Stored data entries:
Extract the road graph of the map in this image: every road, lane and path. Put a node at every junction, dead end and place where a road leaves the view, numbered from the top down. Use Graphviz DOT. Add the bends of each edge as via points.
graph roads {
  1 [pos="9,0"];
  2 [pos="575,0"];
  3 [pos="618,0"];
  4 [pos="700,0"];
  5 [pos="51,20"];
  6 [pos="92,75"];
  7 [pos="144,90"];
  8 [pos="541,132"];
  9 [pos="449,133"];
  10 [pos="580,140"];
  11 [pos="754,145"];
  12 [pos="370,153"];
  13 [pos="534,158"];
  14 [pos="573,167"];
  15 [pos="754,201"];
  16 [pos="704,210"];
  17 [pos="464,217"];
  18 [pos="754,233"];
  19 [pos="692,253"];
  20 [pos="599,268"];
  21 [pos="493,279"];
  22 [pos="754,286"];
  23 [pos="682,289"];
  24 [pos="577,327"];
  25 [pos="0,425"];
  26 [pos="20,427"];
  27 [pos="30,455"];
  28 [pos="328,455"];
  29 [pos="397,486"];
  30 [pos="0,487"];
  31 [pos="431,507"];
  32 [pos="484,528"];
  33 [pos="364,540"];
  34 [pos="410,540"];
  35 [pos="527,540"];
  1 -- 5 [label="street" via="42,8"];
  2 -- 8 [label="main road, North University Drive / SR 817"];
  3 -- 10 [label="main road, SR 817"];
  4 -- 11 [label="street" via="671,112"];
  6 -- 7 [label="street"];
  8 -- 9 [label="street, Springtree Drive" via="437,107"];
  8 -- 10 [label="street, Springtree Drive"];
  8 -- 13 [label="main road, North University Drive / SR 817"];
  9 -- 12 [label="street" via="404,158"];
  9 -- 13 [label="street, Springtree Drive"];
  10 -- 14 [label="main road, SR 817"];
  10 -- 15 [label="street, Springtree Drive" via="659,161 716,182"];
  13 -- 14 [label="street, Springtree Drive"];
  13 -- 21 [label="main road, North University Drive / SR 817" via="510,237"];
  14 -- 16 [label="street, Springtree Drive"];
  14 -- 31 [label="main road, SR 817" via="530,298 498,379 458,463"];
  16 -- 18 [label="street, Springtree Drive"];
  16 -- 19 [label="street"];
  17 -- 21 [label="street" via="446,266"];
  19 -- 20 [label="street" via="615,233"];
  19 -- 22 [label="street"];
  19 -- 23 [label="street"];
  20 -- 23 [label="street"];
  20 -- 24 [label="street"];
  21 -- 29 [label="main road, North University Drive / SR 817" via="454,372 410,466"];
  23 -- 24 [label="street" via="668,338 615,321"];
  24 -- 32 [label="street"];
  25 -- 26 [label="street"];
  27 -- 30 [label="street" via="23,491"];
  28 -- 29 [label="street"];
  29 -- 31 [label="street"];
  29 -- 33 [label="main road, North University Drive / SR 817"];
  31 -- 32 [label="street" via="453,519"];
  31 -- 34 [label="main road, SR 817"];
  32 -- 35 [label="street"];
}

What to do
Repeat all of the data shown above, exactly as it appears.

Reply
Extract the road graph of the map in this image: every road, lane and path. Put a node at every junction, dead end and place where a road leaves the view, numbered from the top down. Use Graphviz DOT. Add the bends of each edge as via points.
graph roads {
  1 [pos="9,0"];
  2 [pos="575,0"];
  3 [pos="618,0"];
  4 [pos="700,0"];
  5 [pos="51,20"];
  6 [pos="92,75"];
  7 [pos="144,90"];
  8 [pos="541,132"];
  9 [pos="449,133"];
  10 [pos="580,140"];
  11 [pos="754,145"];
  12 [pos="370,153"];
  13 [pos="534,158"];
  14 [pos="573,167"];
  15 [pos="754,201"];
  16 [pos="704,210"];
  17 [pos="464,217"];
  18 [pos="754,233"];
  19 [pos="692,253"];
  20 [pos="599,268"];
  21 [pos="493,279"];
  22 [pos="754,286"];
  23 [pos="682,289"];
  24 [pos="577,327"];
  25 [pos="0,425"];
  26 [pos="20,427"];
  27 [pos="30,455"];
  28 [pos="328,455"];
  29 [pos="397,486"];
  30 [pos="0,487"];
  31 [pos="431,507"];
  32 [pos="484,528"];
  33 [pos="364,540"];
  34 [pos="410,540"];
  35 [pos="527,540"];
  1 -- 5 [label="street" via="42,8"];
  2 -- 8 [label="main road, North University Drive / SR 817"];
  3 -- 10 [label="main road, SR 817"];
  4 -- 11 [label="street" via="671,112"];
  6 -- 7 [label="street"];
  8 -- 9 [label="street, Springtree Drive" via="437,107"];
  8 -- 10 [label="street, Springtree Drive"];
  8 -- 13 [label="main road, North University Drive / SR 817"];
  9 -- 12 [label="street" via="404,158"];
  9 -- 13 [label="street, Springtree Drive"];
  10 -- 14 [label="main road, SR 817"];
  10 -- 15 [label="street, Springtree Drive" via="659,161 716,182"];
  13 -- 14 [label="street, Springtree Drive"];
  13 -- 21 [label="main road, North University Drive / SR 817" via="510,237"];
  14 -- 16 [label="street, Springtree Drive"];
  14 -- 31 [label="main road, SR 817" via="530,298 498,379 458,463"];
  16 -- 18 [label="street, Springtree Drive"];
  16 -- 19 [label="street"];
  17 -- 21 [label="street" via="446,266"];
  19 -- 20 [label="street" via="615,233"];
  19 -- 22 [label="street"];
  19 -- 23 [label="street"];
  20 -- 23 [label="street"];
  20 -- 24 [label="street"];
  21 -- 29 [label="main road, North University Drive / SR 817" via="454,372 410,466"];
  23 -- 24 [label="street" via="668,338 615,321"];
  24 -- 32 [label="street"];
  25 -- 26 [label="street"];
  27 -- 30 [label="street" via="23,491"];
  28 -- 29 [label="street"];
  29 -- 31 [label="street"];
  29 -- 33 [label="main road, North University Drive / SR 817"];
  31 -- 32 [label="street" via="453,519"];
  31 -- 34 [label="main road, SR 817"];
  32 -- 35 [label="street"];
}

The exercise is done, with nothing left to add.